Puis ça a été le cher Canada, plus français que la France désormais. Terre promise pour nous autres, gens en semi-cavale.
Là-bas, il s'est passé l'impensable (d'Olonne) : la môme Elnora a refusé catégoriquement de nous quitter, déclarant qu'elle allait consacrer son existence à Béru et à sa rapière spadassine. Certaines donzelles sont brusquement touchées par la foi, Elnora c'était par le chibre du Gravos. Elle entendait le monter à cru des années durant, s'en gaver jusqu'à ce que sa foufoune, naguère lesbienne, devienne le hangar de la fusée Ariane (à Naxos) 14.
Dans un sens, sa démarche était admirable. Ça rejoignait les grandes mystiques : Sœur Thérèse, Sainte Blandine et consort-consœurs.
Naturellement, je lui ai tiré les vers du nose un max. Las, elle en savait moins que je l'espérais. Même le véritable blase du grand vieux fumeur de Coronas, elle l'ignorait. Dans son entourage on l'appelait mister Blood. Il tenait entre ses doigts jaunis par la nicotine le monde de la pègre. Cela étant, personne ne connaissait ses magouilles, ni sa vie privée.
En cheville avec le père David depuis des années, il avait décidé, un beau matin, de l'éliminer propre en ordre afin de mettre les griffes sur ses affaires.
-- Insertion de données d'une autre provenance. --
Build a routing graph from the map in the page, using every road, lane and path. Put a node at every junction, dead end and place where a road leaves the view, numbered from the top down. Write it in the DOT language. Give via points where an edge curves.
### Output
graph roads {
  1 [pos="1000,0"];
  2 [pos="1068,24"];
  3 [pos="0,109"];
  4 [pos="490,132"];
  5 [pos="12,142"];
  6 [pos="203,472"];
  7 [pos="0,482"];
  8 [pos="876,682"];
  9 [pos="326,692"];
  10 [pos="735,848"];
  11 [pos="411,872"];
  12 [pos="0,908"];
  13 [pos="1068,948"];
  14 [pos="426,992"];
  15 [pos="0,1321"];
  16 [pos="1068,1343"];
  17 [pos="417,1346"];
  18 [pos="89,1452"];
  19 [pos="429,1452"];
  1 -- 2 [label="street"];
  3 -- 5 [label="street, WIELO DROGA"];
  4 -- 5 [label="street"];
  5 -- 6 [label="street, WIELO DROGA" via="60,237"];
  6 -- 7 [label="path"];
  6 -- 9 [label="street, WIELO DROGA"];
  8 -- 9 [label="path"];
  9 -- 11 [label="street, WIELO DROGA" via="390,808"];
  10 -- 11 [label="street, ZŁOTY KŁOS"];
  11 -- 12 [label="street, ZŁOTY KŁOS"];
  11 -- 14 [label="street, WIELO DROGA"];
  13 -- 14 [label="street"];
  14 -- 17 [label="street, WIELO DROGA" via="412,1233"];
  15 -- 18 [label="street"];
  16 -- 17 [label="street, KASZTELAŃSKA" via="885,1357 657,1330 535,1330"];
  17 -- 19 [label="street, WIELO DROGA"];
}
Il s'était d'abord annexé Hamouel aux dents longues, puis avait préparé la chute de l'Empire Grey, effaçant tour à tour la fille et le marchand de blé.
Concernant la mère Dolores, miss Stuppen n'avait aucune idée de ce que Blood comptait en faire ; l'accident avait sûrement devancé ses projets.
Elle était au courant de l'assassinat de Pamela, mais n'avait jamais entendu parler de ses exécuteurs ; pas plus que du mystérieux boîtier d'or d'où s'échappaient parfois des voix étranges venues d'ailleurs.
Par contre, elle était convaincue que Sancha Panço, le régisseur, avait été praliné par Hamouel. Pour quelle raison ? Probablement qu'il savait des choses requérant son mutisme définitif ?
***
Je préfère te dire, lecteur exquis, chéri de son petit auteur, que les zones obscures seront éclairées au néon dans la continuation de cette œuvre puissante qui s'intitulera : Lâche-le, il tiendra tout seul !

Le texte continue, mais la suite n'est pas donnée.